- _WHAT YOU SHOULD DO_: Images are to be left out; everything else in the listing should be repeated exactly.

- _DATA SEGMENT_:
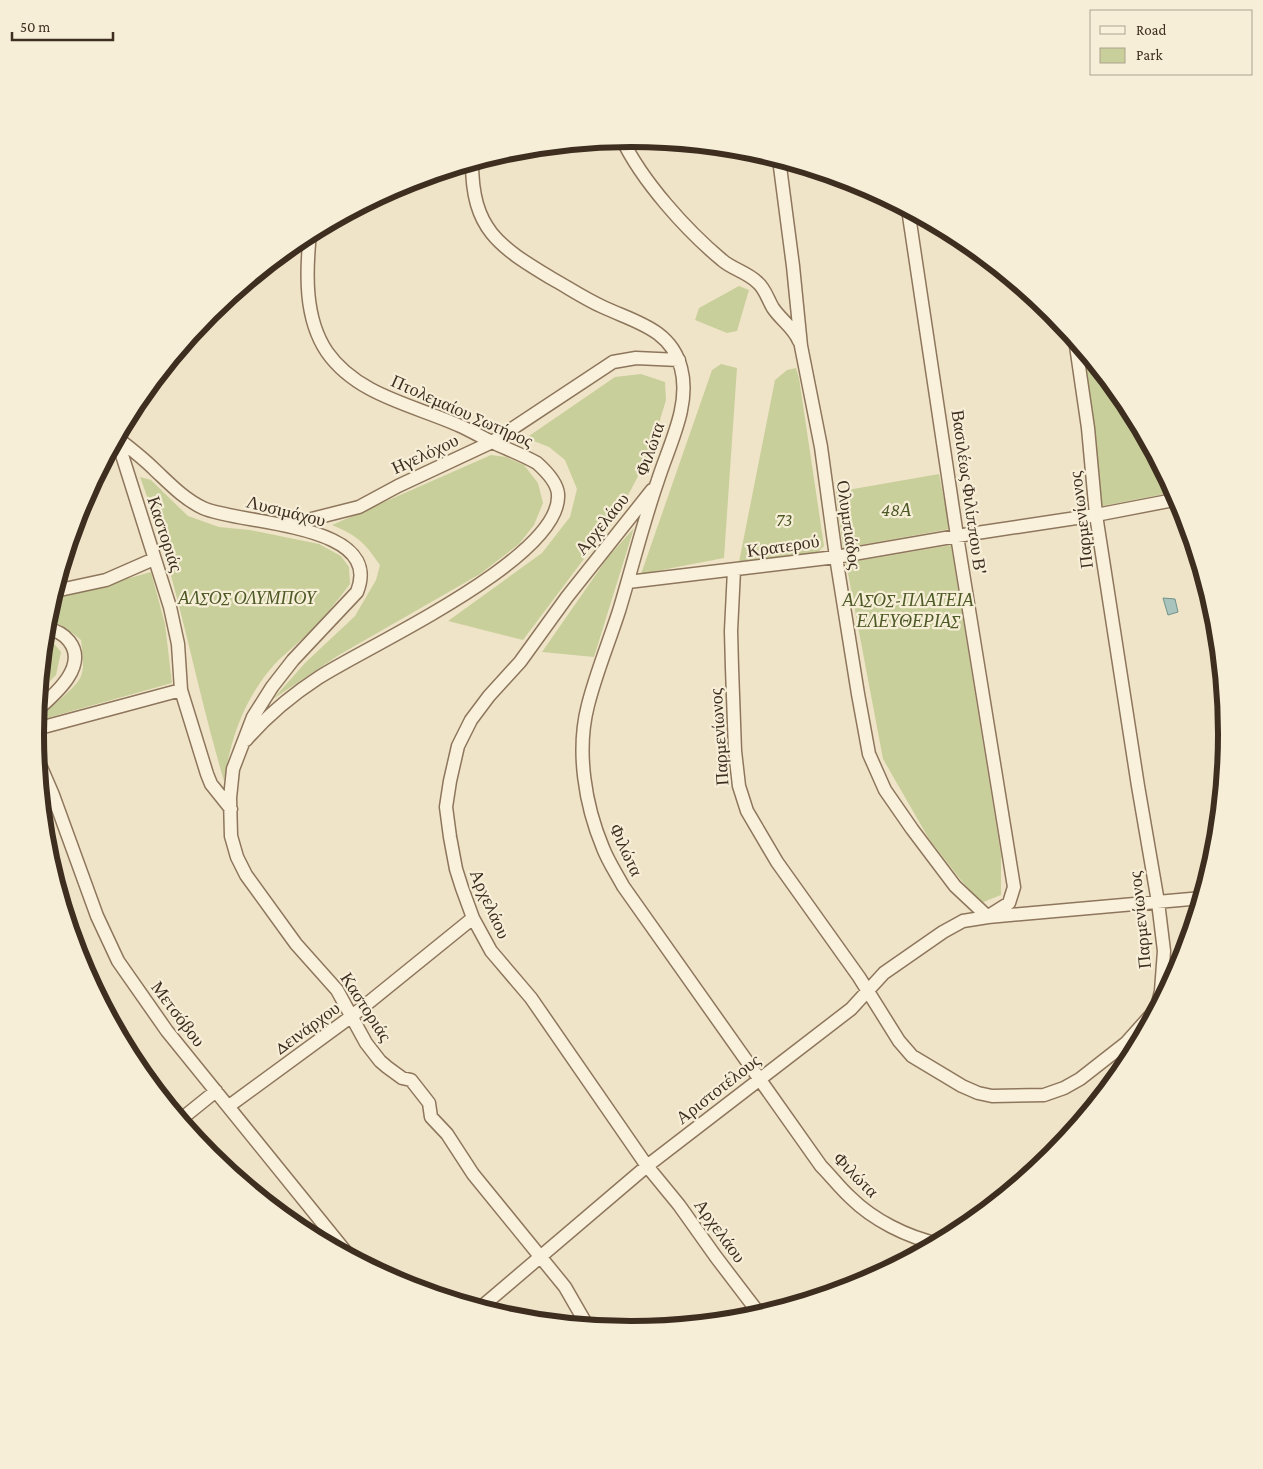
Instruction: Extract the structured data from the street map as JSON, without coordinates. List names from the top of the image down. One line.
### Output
{"streets":{"street":["Πτολεμαίου Σωτήρος","Φιλώτα","Ηγελόχου","Βασιλέως Φιλίππου Β'","Λυσιμάχου","Παρμενίωνος","Αρχελάου","Ολυμπιάδος","Καστοριάς","Κρατερού","Μετσόβου","Δεινάρχου","Αριστοτέλους"]},"crossings":[["Πτολεμαίου Σωτήρος","Ηγελόχου"],["Πτολεμαίου Σωτήρος","Λυσιμάχου"],["Πτολεμαίου Σωτήρος","Καστοριάς"],["Φιλώτα","Ηγελόχου"],["Φιλώτα","Αρχελάου"],["Φιλώτα","Κρατερού"],["Φιλώτα","Αριστοτέλους"],["Ηγελόχου","Λυσιμάχου"],["Βασιλέως Φιλίππου Β'","Ολυμπιάδος"],["Βασιλέως Φιλίππου Β'","Κρατερού"],["Βασιλέως Φιλίππου Β'","Αριστοτέλους"],["Λυσιμάχου","Καστοριάς"],["Παρμενίωνος","Κρατερού"],["Παρμενίωνος","Αριστοτέλους"],["Αρχελάου","Δεινάρχου"],["Αρχελάου","Αριστοτέλους"],["Ολυμπιάδος","Κρατερού"],["Ολυμπιάδος","Αριστοτέλους"],["Καστοριάς","Δεινάρχου"],["Καστοριάς","Αριστοτέλους"],["Μετσόβου","Δεινάρχου"]],"parks":["48Α","73","ΑΛΣΟΣ ΟΛΥΜΠΟΥ","ΑΛΣΟΣ-ΠΛΑΤΕΙΑ ΕΛΕΥΘΕΡΙΑΣ"],"legend":["Road","Park"],"scale_bar":"50 m"}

- _YOUR RESPONSE_:
Instruction: Extract the structured data from the street map as JSON, without coordinates. List names from the top of the image down. One line.
### Output
{"streets":{"street":["Πτολεμαίου Σωτήρος","Φιλώτα","Ηγελόχου","Βασιλέως Φιλίππου Β'","Λυσιμάχου","Παρμενίωνος","Αρχελάου","Ολυμπιάδος","Καστοριάς","Κρατερού","Μετσόβου","Δεινάρχου","Αριστοτέλους"]},"crossings":[["Πτολεμαίου Σωτήρος","Ηγελόχου"],["Πτολεμαίου Σωτήρος","Λυσιμάχου"],["Πτολεμαίου Σωτήρος","Καστοριάς"],["Φιλώτα","Ηγελόχου"],["Φιλώτα","Αρχελάου"],["Φιλώτα","Κρατερού"],["Φιλώτα","Αριστοτέλους"],["Ηγελόχου","Λυσιμάχου"],["Βασιλέως Φιλίππου Β'","Ολυμπιάδος"],["Βασιλέως Φιλίππου Β'","Κρατερού"],["Βασιλέως Φιλίππου Β'","Αριστοτέλους"],["Λυσιμάχου","Καστοριάς"],["Παρμενίωνος","Κρατερού"],["Παρμενίωνος","Αριστοτέλους"],["Αρχελάου","Δεινάρχου"],["Αρχελάου","Αριστοτέλους"],["Ολυμπιάδος","Κρατερού"],["Ολυμπιάδος","Αριστοτέλους"],["Καστοριάς","Δεινάρχου"],["Καστοριάς","Αριστοτέλους"],["Μετσόβου","Δεινάρχου"]],"parks":["48Α","73","ΑΛΣΟΣ ΟΛΥΜΠΟΥ","ΑΛΣΟΣ-ΠΛΑΤΕΙΑ ΕΛΕΥΘΕΡΙΑΣ"],"legend":["Road","Park"],"scale_bar":"50 m"}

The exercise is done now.